Source: 50 Schilling: public domain; http://commons.wikimedia.org/wiki/File:50_Schilling_Sigmund_Freud_obverse.jpg
Hello, class. So in today's lesson, we're going to be looking at psychoanalytic theory and how it relates to personality. So a major figure again in psychoanalytic theory is Sigmund Freud, and Freud is one of those very recognizable figures in psychology.
He was an Austrian doctor who, in the late 1800s, began studying neurology and practicing the treatment of different patients with brain and nervous disorders, people that were having trouble with things like hysteria. So a lot of his theories are informed by his practice. They go the opposite way of most psychological theories, which start with experiments and research and lead to practice. He goes from practice to the theories.
And Freud's main idea is that mental life is a bit like an iceberg, so this is a good metaphor to use to remember this. The part that's sticking outside of the water, or our conscious minds, are the things that we're aware of, the things that we are thinking about at any given time. But the conscious mind is only a very small part of the entire mental experience.
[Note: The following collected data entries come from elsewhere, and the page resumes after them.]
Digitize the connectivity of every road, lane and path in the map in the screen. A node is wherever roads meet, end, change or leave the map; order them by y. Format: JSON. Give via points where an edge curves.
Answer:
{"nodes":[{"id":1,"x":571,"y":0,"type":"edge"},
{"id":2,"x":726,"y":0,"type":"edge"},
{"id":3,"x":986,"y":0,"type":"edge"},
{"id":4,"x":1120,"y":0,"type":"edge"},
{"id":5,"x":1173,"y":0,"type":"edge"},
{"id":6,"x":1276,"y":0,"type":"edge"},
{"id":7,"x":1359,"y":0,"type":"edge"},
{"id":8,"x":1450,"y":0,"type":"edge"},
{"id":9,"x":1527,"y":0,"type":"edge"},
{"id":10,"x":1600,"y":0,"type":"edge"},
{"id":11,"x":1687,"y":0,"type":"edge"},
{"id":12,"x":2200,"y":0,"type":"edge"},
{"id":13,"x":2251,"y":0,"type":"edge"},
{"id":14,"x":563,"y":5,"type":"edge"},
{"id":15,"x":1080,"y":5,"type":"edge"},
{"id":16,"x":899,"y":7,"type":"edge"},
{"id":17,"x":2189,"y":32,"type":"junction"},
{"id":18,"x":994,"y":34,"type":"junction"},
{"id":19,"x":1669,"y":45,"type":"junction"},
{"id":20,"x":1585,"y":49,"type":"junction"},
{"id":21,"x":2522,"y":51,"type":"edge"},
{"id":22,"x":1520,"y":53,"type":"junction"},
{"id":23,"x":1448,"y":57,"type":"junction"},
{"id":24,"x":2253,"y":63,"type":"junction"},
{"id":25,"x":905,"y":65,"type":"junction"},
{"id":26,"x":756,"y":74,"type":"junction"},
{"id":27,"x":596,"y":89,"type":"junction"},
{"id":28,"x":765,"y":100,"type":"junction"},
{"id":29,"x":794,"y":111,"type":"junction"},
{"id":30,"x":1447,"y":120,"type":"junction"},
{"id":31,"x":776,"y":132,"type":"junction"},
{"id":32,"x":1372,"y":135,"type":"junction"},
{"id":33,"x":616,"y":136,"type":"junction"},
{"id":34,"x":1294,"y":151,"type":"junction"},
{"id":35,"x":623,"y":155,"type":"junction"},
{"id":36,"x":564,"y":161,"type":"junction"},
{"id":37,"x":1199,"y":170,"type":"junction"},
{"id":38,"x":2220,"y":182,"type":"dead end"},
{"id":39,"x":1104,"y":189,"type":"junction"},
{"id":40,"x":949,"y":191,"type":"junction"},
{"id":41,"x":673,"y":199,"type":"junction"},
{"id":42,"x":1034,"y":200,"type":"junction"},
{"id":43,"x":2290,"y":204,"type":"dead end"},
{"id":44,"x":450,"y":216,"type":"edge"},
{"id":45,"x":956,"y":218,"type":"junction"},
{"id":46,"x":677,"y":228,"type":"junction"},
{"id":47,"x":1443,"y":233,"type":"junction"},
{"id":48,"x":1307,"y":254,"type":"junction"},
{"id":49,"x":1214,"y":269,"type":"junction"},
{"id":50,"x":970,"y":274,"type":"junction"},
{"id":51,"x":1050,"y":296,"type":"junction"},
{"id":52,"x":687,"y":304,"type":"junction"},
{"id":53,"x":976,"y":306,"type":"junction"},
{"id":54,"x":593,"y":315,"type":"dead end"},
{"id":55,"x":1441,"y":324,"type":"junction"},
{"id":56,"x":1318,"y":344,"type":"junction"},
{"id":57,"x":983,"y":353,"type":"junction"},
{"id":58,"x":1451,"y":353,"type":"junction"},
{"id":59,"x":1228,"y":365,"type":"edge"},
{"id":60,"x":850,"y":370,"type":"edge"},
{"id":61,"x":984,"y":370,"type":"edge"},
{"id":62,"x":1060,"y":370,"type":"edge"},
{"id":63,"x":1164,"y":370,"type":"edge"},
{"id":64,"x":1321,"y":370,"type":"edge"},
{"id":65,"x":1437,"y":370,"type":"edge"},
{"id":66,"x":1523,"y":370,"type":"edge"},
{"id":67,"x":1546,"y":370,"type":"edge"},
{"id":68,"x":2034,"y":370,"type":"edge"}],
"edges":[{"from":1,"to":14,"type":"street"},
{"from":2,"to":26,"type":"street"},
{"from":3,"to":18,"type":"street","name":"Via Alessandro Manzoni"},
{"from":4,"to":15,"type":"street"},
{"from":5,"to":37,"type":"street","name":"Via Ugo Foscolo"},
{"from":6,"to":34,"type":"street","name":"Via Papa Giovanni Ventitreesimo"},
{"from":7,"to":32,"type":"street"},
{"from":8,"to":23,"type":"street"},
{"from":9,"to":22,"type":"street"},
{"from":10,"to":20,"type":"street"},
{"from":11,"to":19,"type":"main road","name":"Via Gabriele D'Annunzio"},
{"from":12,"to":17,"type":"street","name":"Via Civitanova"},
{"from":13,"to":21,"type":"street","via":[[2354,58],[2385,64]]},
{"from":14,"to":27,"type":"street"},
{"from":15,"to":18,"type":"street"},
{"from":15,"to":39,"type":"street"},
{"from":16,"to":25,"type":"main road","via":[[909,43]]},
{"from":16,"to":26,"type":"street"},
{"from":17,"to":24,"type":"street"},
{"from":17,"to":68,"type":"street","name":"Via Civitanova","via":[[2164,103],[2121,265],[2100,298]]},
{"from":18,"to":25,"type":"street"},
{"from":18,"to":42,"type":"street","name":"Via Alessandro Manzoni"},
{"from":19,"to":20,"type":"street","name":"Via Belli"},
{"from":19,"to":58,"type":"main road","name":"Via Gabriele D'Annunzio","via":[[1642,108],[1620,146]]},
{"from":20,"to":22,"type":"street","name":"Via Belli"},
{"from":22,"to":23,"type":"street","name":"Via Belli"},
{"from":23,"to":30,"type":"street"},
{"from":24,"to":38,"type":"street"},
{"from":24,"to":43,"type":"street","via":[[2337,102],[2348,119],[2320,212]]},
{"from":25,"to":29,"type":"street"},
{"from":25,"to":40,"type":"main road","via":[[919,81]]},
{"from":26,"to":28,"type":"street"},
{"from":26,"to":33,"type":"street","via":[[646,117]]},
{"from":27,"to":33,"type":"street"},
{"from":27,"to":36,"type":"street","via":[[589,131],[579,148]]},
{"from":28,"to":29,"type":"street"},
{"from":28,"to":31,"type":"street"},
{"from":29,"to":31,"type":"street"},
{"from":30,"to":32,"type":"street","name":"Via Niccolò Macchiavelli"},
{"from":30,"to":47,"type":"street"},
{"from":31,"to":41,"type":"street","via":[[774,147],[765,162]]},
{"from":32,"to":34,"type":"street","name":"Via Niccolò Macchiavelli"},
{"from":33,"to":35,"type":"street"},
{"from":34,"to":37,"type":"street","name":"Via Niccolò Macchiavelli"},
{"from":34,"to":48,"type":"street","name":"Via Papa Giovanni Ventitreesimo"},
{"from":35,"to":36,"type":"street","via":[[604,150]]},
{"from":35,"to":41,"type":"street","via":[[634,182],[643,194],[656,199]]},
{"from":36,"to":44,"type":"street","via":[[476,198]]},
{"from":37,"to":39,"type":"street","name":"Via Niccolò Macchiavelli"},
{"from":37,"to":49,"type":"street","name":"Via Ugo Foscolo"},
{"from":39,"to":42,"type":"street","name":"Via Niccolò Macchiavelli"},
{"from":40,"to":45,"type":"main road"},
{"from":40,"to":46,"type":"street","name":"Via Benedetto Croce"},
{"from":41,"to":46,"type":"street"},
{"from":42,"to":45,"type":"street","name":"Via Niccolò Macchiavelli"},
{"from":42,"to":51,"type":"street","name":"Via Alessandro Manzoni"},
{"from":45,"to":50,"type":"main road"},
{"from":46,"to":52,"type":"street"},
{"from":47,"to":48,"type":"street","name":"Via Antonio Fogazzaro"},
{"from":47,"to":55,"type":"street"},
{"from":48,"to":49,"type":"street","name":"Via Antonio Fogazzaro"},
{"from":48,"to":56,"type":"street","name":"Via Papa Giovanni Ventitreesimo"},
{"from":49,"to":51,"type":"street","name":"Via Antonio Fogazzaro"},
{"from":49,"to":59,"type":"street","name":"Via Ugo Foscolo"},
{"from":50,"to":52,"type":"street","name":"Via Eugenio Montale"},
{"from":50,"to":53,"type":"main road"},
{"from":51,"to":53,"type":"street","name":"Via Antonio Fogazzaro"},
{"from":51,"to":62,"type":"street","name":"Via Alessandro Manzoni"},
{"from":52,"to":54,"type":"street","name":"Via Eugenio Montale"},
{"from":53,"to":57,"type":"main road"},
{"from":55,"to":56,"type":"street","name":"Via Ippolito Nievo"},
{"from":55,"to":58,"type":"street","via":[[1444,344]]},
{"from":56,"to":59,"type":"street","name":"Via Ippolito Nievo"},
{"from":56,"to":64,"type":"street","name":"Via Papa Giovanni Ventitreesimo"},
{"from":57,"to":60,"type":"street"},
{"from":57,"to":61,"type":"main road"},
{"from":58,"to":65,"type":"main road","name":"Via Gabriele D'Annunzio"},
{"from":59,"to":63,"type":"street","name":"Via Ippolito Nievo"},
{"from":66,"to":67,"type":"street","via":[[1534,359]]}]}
Most of what's going on under the water in our unconscious is the stuff that we're not aware of, and this can affect our conscious mind. These are things like our memories, our emotions, different kinds of instincts or desires. Mostly the unconscious, according to Freud, was very negative, or unwanted, which is why we put it down there.
So psychoanalytic theory tries to uncover how these unconscious forces and conflicts can affect our conscious mind and lead to any kind of negative or unwanted behaviors. An example of this is something we call a Freudian slip. A Freudian slip is an error in speaking that reveals some kind of unconscious thought or wish.
An example of this might be when you're with one person, you might say the name of an ex-boyfriend or girlfriend, another person. And this is obviously a really embarrassing thing. But Freud would say, maybe that's showing some unconscious desire to be with the ex-boyfriend or girlfriend.
Another symbol of the unconscious, according to Freud, were our dreams, which were sort of language of the unconscious, and spoke to us in symbols that we needed to interpret understand what's going on.
Now, because a lot of this mental landscape, according to Freud, is very negative or unwanted, the brain develops certain kinds of protection, or what we call defense mechanisms. And defense mechanisms are these generally sort of unconscious ways that people protect their minds and deal with the anxiety that's going on as a result of their unconscious mind and the conflict there.
An example of this might be in denial. Denial means when you're trying to ignore something bad that happens, or you don't want to think about in any kind of way. Similar to denial is repression.
Now, repression is when certain kinds of bad memories or unwanted desires are blocked or pushed down from our conscious thoughts. So we're taking all these bad things-- for example, something negative that happened to us when we were a child-- and we push them down under the water into the unconscious.
An example of this might be if you had some kind of traumatic experience in your childhood. But these kinds of repressed thoughts can affect our conscious thoughts in adverse ways, and they can lead to these dysfunctional sorts of thoughts and behaviors that we're having, or mental disorders, according to Freud.
Also according to Freud, what we need to do is bring these repressed thoughts up to the surface into our conscious thought and sort of bring them into alignment so they're not just festering in our unconscious. And in this way, Freud said, we could become better, and we could secure a lot of mental disorders.